## Dataset records
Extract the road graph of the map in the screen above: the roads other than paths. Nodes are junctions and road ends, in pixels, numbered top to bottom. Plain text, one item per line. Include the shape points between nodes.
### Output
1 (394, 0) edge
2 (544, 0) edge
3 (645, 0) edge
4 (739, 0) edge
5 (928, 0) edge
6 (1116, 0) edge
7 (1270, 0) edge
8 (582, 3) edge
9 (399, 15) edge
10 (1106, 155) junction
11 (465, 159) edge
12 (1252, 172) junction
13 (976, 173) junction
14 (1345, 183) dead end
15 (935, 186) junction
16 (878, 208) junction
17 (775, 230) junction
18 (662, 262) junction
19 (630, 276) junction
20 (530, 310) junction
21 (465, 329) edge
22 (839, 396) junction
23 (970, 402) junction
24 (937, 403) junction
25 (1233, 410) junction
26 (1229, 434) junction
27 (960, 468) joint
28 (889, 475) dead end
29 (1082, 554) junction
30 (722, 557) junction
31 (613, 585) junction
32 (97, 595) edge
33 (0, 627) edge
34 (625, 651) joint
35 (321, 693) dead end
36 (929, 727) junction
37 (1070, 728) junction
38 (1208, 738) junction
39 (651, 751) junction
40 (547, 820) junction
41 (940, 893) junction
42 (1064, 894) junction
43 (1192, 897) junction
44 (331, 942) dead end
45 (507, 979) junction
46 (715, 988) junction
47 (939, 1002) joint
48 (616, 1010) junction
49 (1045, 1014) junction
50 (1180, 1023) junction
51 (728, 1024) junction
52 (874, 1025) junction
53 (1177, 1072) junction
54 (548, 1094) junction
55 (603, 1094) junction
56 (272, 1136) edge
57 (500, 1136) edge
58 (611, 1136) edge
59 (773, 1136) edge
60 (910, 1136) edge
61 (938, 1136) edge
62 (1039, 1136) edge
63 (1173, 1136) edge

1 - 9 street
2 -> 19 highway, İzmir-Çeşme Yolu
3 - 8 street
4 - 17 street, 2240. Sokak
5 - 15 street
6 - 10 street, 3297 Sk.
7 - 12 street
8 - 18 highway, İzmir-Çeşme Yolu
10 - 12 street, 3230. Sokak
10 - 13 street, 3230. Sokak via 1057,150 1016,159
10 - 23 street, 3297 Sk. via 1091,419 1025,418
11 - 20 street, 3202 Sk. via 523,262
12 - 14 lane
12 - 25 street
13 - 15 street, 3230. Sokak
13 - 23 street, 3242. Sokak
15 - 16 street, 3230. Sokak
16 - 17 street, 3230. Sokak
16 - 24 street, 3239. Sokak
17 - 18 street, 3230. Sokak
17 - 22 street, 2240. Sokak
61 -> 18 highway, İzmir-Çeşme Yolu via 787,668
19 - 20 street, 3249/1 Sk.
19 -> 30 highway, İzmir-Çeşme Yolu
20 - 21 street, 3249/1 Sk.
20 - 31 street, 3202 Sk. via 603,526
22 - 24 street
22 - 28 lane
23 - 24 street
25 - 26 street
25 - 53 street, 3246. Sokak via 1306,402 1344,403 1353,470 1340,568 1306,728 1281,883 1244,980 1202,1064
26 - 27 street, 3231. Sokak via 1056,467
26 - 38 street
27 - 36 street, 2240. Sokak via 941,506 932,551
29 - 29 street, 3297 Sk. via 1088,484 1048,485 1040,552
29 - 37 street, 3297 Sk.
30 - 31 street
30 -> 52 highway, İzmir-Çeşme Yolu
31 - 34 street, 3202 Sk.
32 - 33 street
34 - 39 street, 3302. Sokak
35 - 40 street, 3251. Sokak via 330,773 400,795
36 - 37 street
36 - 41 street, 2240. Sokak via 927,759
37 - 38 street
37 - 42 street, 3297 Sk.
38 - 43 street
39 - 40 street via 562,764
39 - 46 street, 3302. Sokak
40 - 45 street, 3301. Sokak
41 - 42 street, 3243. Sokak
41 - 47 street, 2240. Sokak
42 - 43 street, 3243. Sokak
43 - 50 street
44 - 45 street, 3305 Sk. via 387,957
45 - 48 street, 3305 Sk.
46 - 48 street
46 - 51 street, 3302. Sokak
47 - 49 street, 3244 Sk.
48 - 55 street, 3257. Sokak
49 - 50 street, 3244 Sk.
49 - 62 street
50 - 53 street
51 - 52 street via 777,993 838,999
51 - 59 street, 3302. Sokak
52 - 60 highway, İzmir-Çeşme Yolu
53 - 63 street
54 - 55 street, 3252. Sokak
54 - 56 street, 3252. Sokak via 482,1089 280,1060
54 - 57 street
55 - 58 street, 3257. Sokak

## Task directions
From the data above, work out how many lines contain the string "İzmir" and reply with only the number.

## Result
6